Because I know letting him roam is dangerous, usually when he leaves, I say something to him. I tell him what a magnificent kitty he is, or that I can’t wait till he comes back. Just something so that if he didn’t return, I wouldn’t feel as bad.
On Thursday, I said nothing. I don’t even really remember letting him out. I was so tired, and angry about my missing luggage, which is still not here, by the way. But if I have a choice between my favorite clothes and my $150 Retin-A that’s in that bag, and seeing my cat again, my Retin-A can suck it.
And yes, I’ve done all the things you’re supposed to do when your cat is missing. I notified NextDoor, I’ve driven to the shelter (where I saw two of my orange fosters languishing there, a thing that haunts me), I’ve called the emergency vet, and I’ve gone to ask my neighbors if I can call into their sheds and crawl spaces. “Oh, that cat? I see that cat all the time,” they all tell me. “Walked right into my house once.”

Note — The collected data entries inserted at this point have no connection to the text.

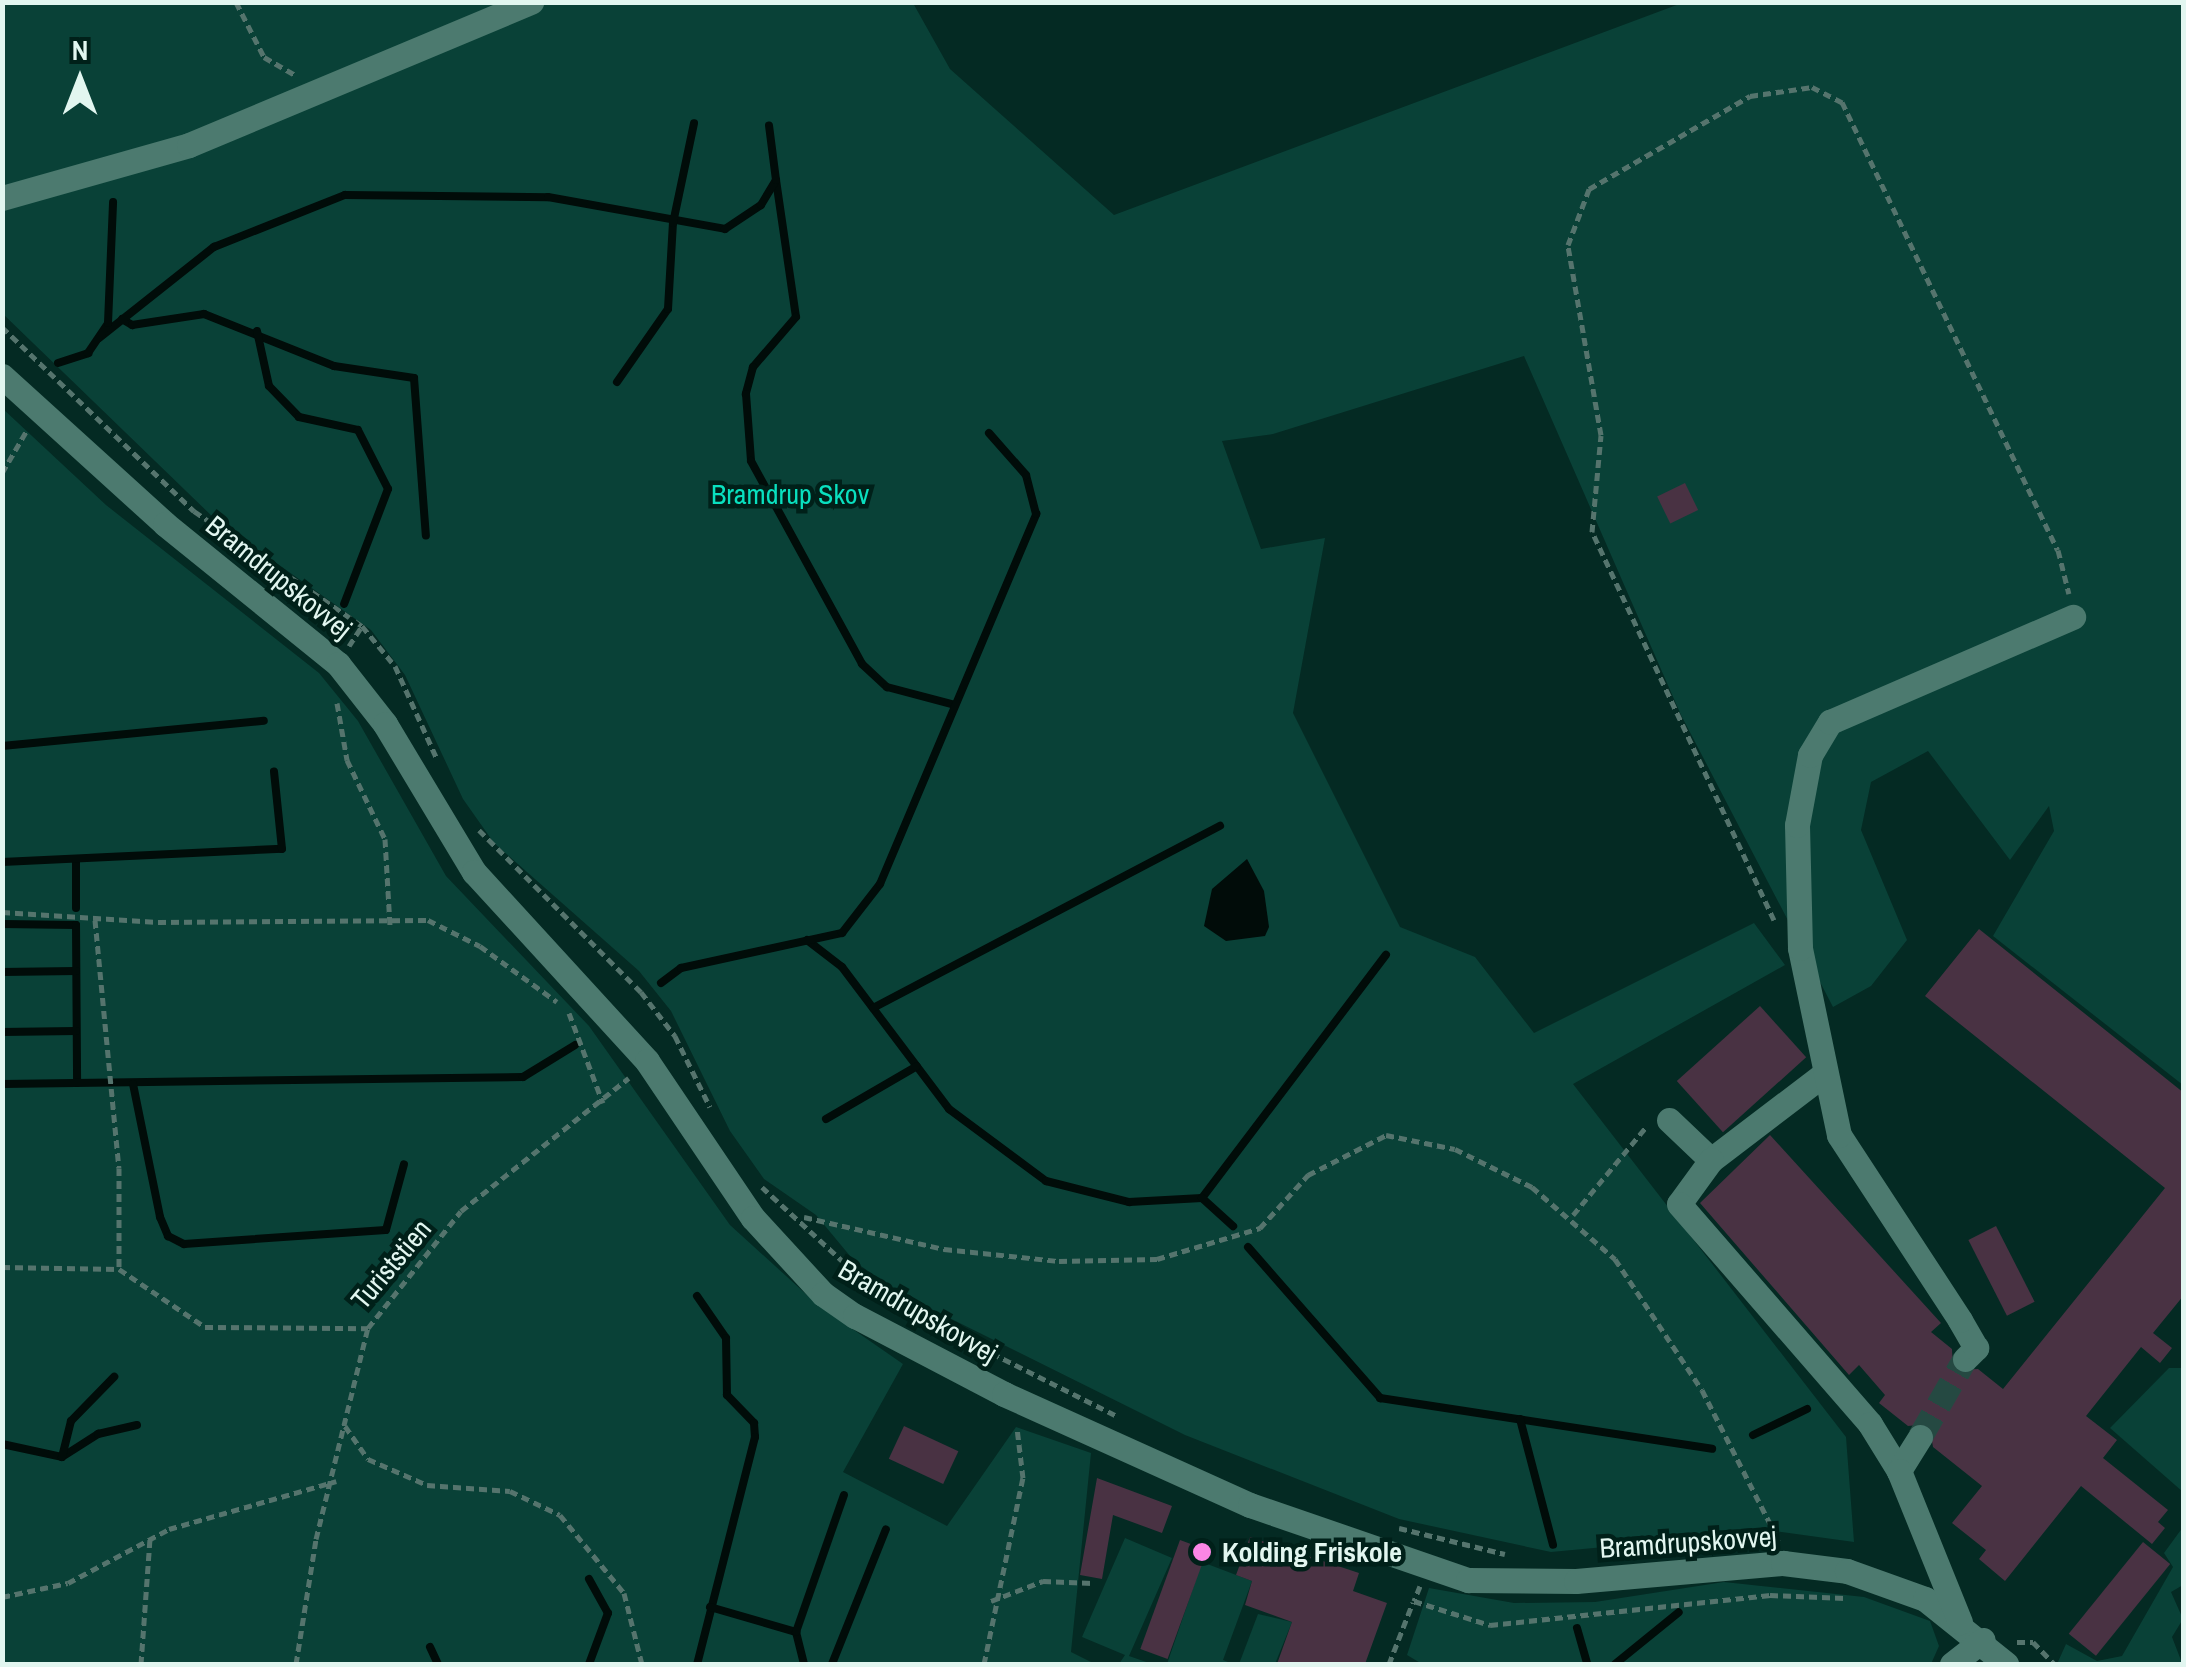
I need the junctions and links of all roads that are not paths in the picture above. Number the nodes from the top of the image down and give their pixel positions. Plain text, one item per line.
1 (531, 2) edge
2 (2, 198) edge
3 (2, 376) edge
4 (2072, 617) road end
5 (1825, 1073) junction
6 (1669, 1120) road end
7 (1710, 1160) junction
8 (1965, 1359) tunnel mouth
9 (1920, 1436) tunnel mouth
10 (1899, 1471) junction
11 (1960, 1622) junction
12 (1984, 1640) junction
13 (1952, 1664) edge
14 (2006, 1664) edge

1 - 2 street
3 - 11 street, Bramdrupskovvej
4 - 5 street
5 - 7 street
5 - 8 street
6 - 7 street
7 - 10 street
9 - 10 street
10 - 11 street
11 - 12 street, Bramdrupskovvej
12 - 13 street
12 - 14 street, Bramdrupskovvej

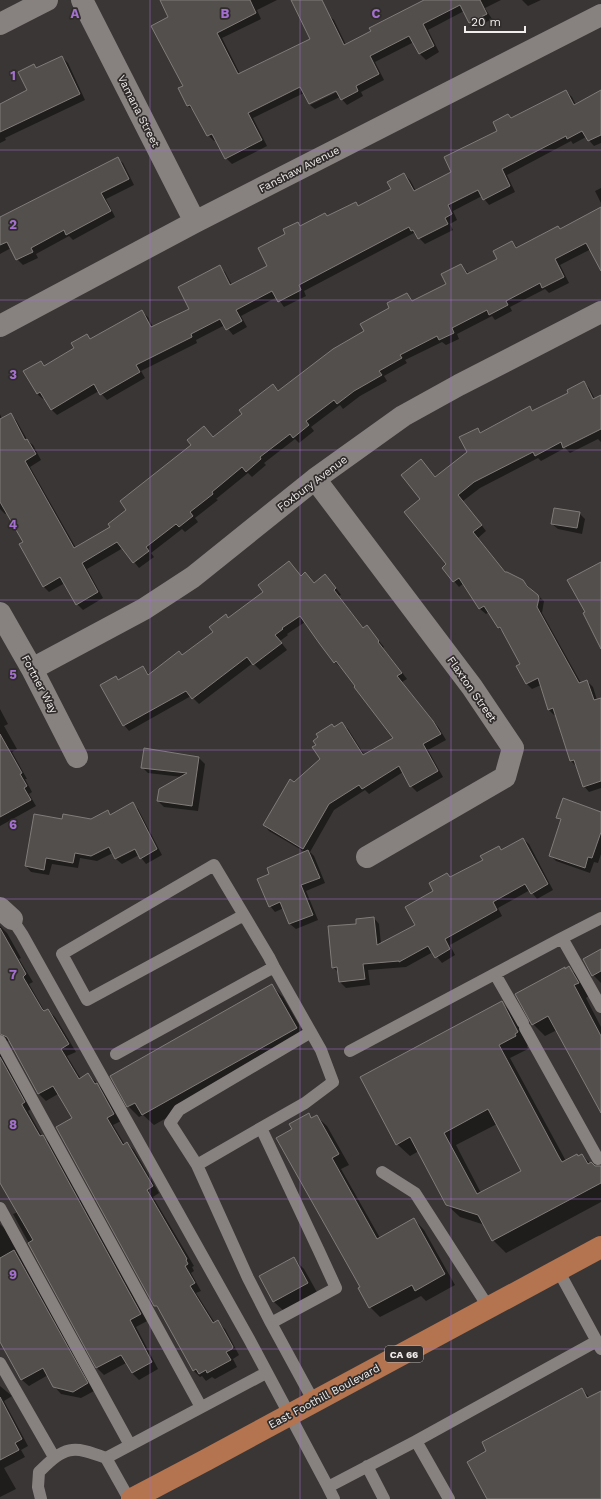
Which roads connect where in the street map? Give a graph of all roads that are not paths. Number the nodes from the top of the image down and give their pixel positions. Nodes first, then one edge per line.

I know there’s a chance he’ll still come back, just like my wayward bag. I know someone will leave an asshole comment about this, too. Something smug and shrill and probably containing the term “furbabies.”
But what I mostly know is I adore that cat. And I wanted him to have a happy life, even if it wasn’t the safest, most coddled life.
So if I never get a chance to tell him, I’ll tell you. Steely Dan is a magnificent cat, and I can’t wait to see him again. I’ll keep his polka-dot scratching pad waiting, just in case.